(Saved data entries)
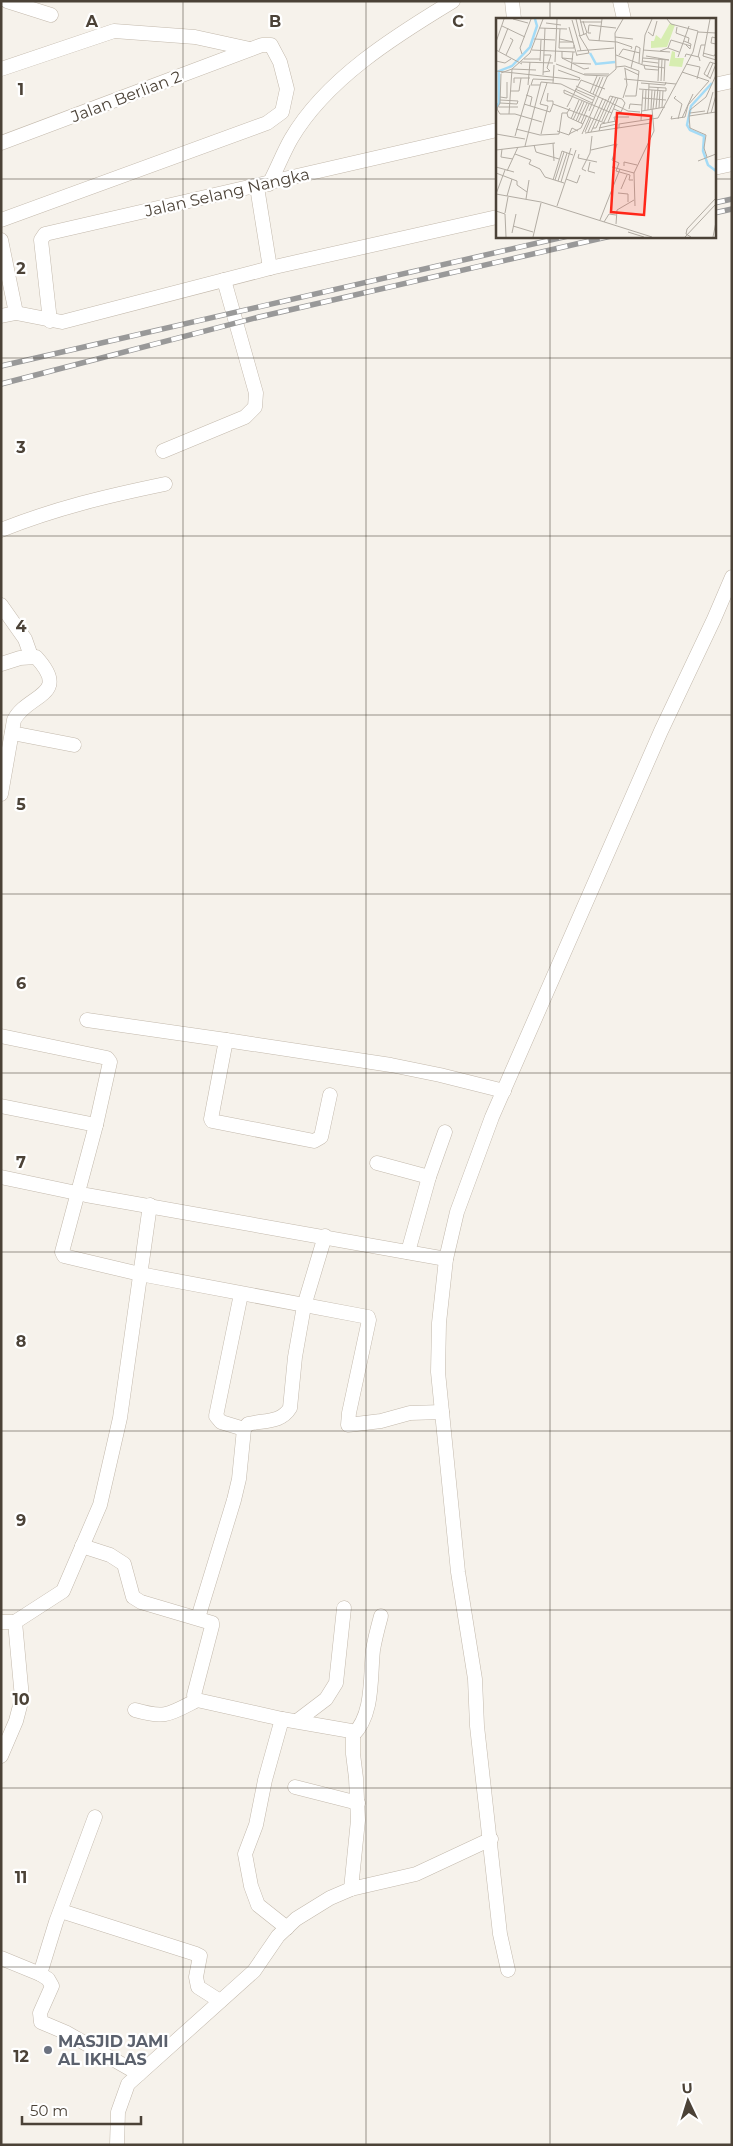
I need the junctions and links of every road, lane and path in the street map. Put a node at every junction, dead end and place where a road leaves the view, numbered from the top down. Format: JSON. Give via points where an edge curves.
{"nodes":[{"id":1,"x":7,"y":1,"type":"edge"},
{"id":2,"x":452,"y":1,"type":"edge"},
{"id":3,"x":512,"y":1,"type":"edge"},
{"id":4,"x":620,"y":1,"type":"edge"},
{"id":5,"x":51,"y":14,"type":"dead end"},
{"id":6,"x":514,"y":18,"type":"edge"},
{"id":7,"x":624,"y":18,"type":"edge"},
{"id":8,"x":251,"y":49,"type":"junction"},
{"id":9,"x":1,"y":69,"type":"edge"},
{"id":10,"x":732,"y":81,"type":"edge"},
{"id":11,"x":716,"y":85,"type":"edge"},
{"id":12,"x":496,"y":130,"type":"edge"},
{"id":13,"x":1,"y":143,"type":"edge"},
{"id":14,"x":732,"y":164,"type":"edge"},
{"id":15,"x":716,"y":168,"type":"edge"},
{"id":16,"x":263,"y":185,"type":"junction"},
{"id":17,"x":496,"y":217,"type":"edge"},
{"id":18,"x":1,"y":220,"type":"edge"},
{"id":19,"x":1,"y":240,"type":"edge"},
{"id":20,"x":270,"y":268,"type":"junction"},
{"id":21,"x":224,"y":280,"type":"junction"},
{"id":22,"x":16,"y":313,"type":"junction"},
{"id":23,"x":1,"y":316,"type":"edge"},
{"id":24,"x":50,"y":321,"type":"junction"},
{"id":25,"x":163,"y":451,"type":"dead end"},
{"id":26,"x":165,"y":484,"type":"dead end"},
{"id":27,"x":1,"y":530,"type":"edge"},
{"id":28,"x":732,"y":577,"type":"edge"},
{"id":29,"x":1,"y":604,"type":"edge"},
{"id":30,"x":727,"y":604,"type":"edge"},
{"id":31,"x":31,"y":656,"type":"junction"},
{"id":32,"x":1,"y":664,"type":"edge"},
{"id":33,"x":12,"y":733,"type":"junction"},
{"id":34,"x":74,"y":745,"type":"dead end"},
{"id":35,"x":1,"y":794,"type":"edge"},
{"id":36,"x":87,"y":1020,"type":"dead end"},
{"id":37,"x":1,"y":1036,"type":"edge"},
{"id":38,"x":226,"y":1040,"type":"junction"},
{"id":39,"x":504,"y":1091,"type":"junction"},
{"id":40,"x":330,"y":1095,"type":"dead end"},
{"id":41,"x":1,"y":1106,"type":"edge"},
{"id":42,"x":96,"y":1126,"type":"junction"},
{"id":43,"x":445,"y":1132,"type":"dead end"},
{"id":44,"x":377,"y":1163,"type":"dead end"},
{"id":45,"x":1,"y":1177,"type":"edge"},
{"id":46,"x":429,"y":1177,"type":"junction"},
{"id":47,"x":78,"y":1193,"type":"junction"},
{"id":48,"x":150,"y":1205,"type":"junction"},
{"id":49,"x":325,"y":1236,"type":"junction"},
{"id":50,"x":408,"y":1252,"type":"junction"},
{"id":51,"x":446,"y":1259,"type":"junction"},
{"id":52,"x":140,"y":1274,"type":"junction"},
{"id":53,"x":241,"y":1294,"type":"junction"},
{"id":54,"x":304,"y":1306,"type":"junction"},
{"id":55,"x":442,"y":1412,"type":"junction"},
{"id":56,"x":244,"y":1429,"type":"junction"},
{"id":57,"x":82,"y":1546,"type":"junction"},
{"id":58,"x":344,"y":1608,"type":"dead end"},
{"id":59,"x":381,"y":1616,"type":"dead end"},
{"id":60,"x":198,"y":1618,"type":"junction"},
{"id":61,"x":8,"y":1622,"type":"edge"},
{"id":62,"x":197,"y":1700,"type":"junction"},
{"id":63,"x":135,"y":1710,"type":"dead end"},
{"id":64,"x":282,"y":1719,"type":"junction"},
{"id":65,"x":297,"y":1721,"type":"junction"},
{"id":66,"x":353,"y":1735,"type":"junction"},
{"id":67,"x":1,"y":1756,"type":"edge"},
{"id":68,"x":295,"y":1787,"type":"dead end"},
{"id":69,"x":358,"y":1803,"type":"junction"},
{"id":70,"x":95,"y":1817,"type":"dead end"},
{"id":71,"x":490,"y":1839,"type":"junction"},
{"id":72,"x":351,"y":1889,"type":"junction"},
{"id":73,"x":61,"y":1911,"type":"junction"},
{"id":74,"x":287,"y":1928,"type":"junction"},
{"id":75,"x":1,"y":1958,"type":"edge"},
{"id":76,"x":508,"y":1970,"type":"dead end"},
{"id":77,"x":40,"y":1974,"type":"junction"},
{"id":78,"x":220,"y":2001,"type":"junction"},
{"id":79,"x":139,"y":2074,"type":"junction"},
{"id":80,"x":117,"y":2145,"type":"edge"}],
"edges":[{"from":1,"to":5,"type":"street"},
{"from":2,"to":16,"type":"street","via":[[388,42],[325,96],[292,138]]},
{"from":3,"to":6,"type":"street"},
{"from":4,"to":7,"type":"street"},
{"from":8,"to":9,"type":"street","via":[[195,37],[114,31]]},
{"from":8,"to":13,"type":"street","name":"Jalan Berlian 2"},
{"from":8,"to":18,"type":"street","via":[[271,45],[280,62],[287,89],[282,112],[266,123]]},
{"from":10,"to":11,"type":"street"},
{"from":12,"to":16,"type":"street","name":"Jalan Selang Nangka"},
{"from":14,"to":15,"type":"street"},
{"from":16,"to":20,"type":"street"},
{"from":16,"to":24,"type":"street","name":"Jalan Selang Nangka","via":[[45,234],[41,240]]},
{"from":17,"to":20,"type":"street"},
{"from":19,"to":22,"type":"street"},
{"from":20,"to":21,"type":"street"},
{"from":21,"to":24,"type":"street","via":[[62,322]]},
{"from":21,"to":25,"type":"street","via":[[256,393],[255,407],[245,417]]},
{"from":22,"to":23,"type":"street"},
{"from":22,"to":24,"type":"street"},
{"from":26,"to":27,"type":"street","via":[[93,498]]},
{"from":28,"to":30,"type":"street"},
{"from":29,"to":31,"type":"street","via":[[25,640]]},
{"from":30,"to":39,"type":"street","via":[[657,740]]},
{"from":31,"to":32,"type":"street"},
{"from":31,"to":33,"type":"street","via":[[36,657],[49,675],[48,688],[40,698],[19,711]]},
{"from":33,"to":34,"type":"street"},
{"from":33,"to":35,"type":"street"},
{"from":36,"to":38,"type":"street"},
{"from":37,"to":42,"type":"street","via":[[107,1058],[110,1067]]},
{"from":38,"to":39,"type":"street","via":[[391,1065]]},
{"from":38,"to":40,"type":"street","via":[[212,1120],[314,1141],[321,1137]]},
{"from":39,"to":51,"type":"street","via":[[467,1182]]},
{"from":41,"to":42,"type":"street"},
{"from":42,"to":47,"type":"street"},
{"from":43,"to":46,"type":"street"},
{"from":44,"to":46,"type":"street"},
{"from":45,"to":47,"type":"street"},
{"from":46,"to":50,"type":"street"},
{"from":47,"to":48,"type":"street"},
{"from":47,"to":52,"type":"street","via":[[62,1252],[64,1256]]},
{"from":48,"to":49,"type":"street"},
{"from":48,"to":52,"type":"street"},
{"from":49,"to":50,"type":"street"},
{"from":49,"to":54,"type":"street"},
{"from":50,"to":51,"type":"street"},
{"from":51,"to":55,"type":"street","via":[[439,1323],[438,1372]]},
{"from":52,"to":53,"type":"street"},
{"from":52,"to":57,"type":"street","via":[[120,1418],[100,1505]]},
{"from":53,"to":54,"type":"street"},
{"from":53,"to":56,"type":"street","via":[[216,1416],[221,1422]]},
{"from":54,"to":55,"type":"street","via":[[365,1316],[369,1320],[348,1425],[410,1413]]},
{"from":54,"to":56,"type":"street","via":[[290,1408],[278,1420],[248,1424]]},
{"from":55,"to":71,"type":"street"},
{"from":56,"to":60,"type":"street","via":[[234,1500]]},
{"from":57,"to":60,"type":"street","via":[[110,1555],[124,1564],[133,1598]]},
{"from":57,"to":61,"type":"street","via":[[62,1591]]},
{"from":58,"to":65,"type":"street","via":[[336,1683],[326,1699]]},
{"from":59,"to":66,"type":"street","via":[[362,1725]]},
{"from":60,"to":62,"type":"street","via":[[209,1621],[212,1626],[194,1695]]},
{"from":61,"to":67,"type":"street","via":[[22,1698]]},
{"from":62,"to":63,"type":"street","via":[[159,1716]]},
{"from":62,"to":64,"type":"street"},
{"from":64,"to":65,"type":"street"},
{"from":64,"to":74,"type":"street","via":[[246,1854],[258,1905]]},
{"from":65,"to":66,"type":"street","via":[[347,1729]]},
{"from":66,"to":69,"type":"street"},
{"from":68,"to":69,"type":"street"},
{"from":69,"to":72,"type":"street"},
{"from":70,"to":73,"type":"street"},
{"from":71,"to":72,"type":"street","via":[[416,1874]]},
{"from":71,"to":76,"type":"street","via":[[500,1934]]},
{"from":72,"to":74,"type":"street","via":[[330,1898]]},
{"from":73,"to":77,"type":"street"},
{"from":73,"to":78,"type":"street","via":[[196,1954],[200,1957],[196,1978],[198,1987]]},
{"from":74,"to":78,"type":"street","via":[[254,1971]]},
{"from":75,"to":77,"type":"street"},
{"from":77,"to":79,"type":"street","via":[[52,1986],[40,2013],[41,2022]]},
{"from":78,"to":79,"type":"street"},
{"from":79,"to":80,"type":"street","via":[[128,2084],[118,2112]]}]}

• Task instructions:
Using the records, work out how many lines include "Selang", and reply with that number alone.

• The answer:
2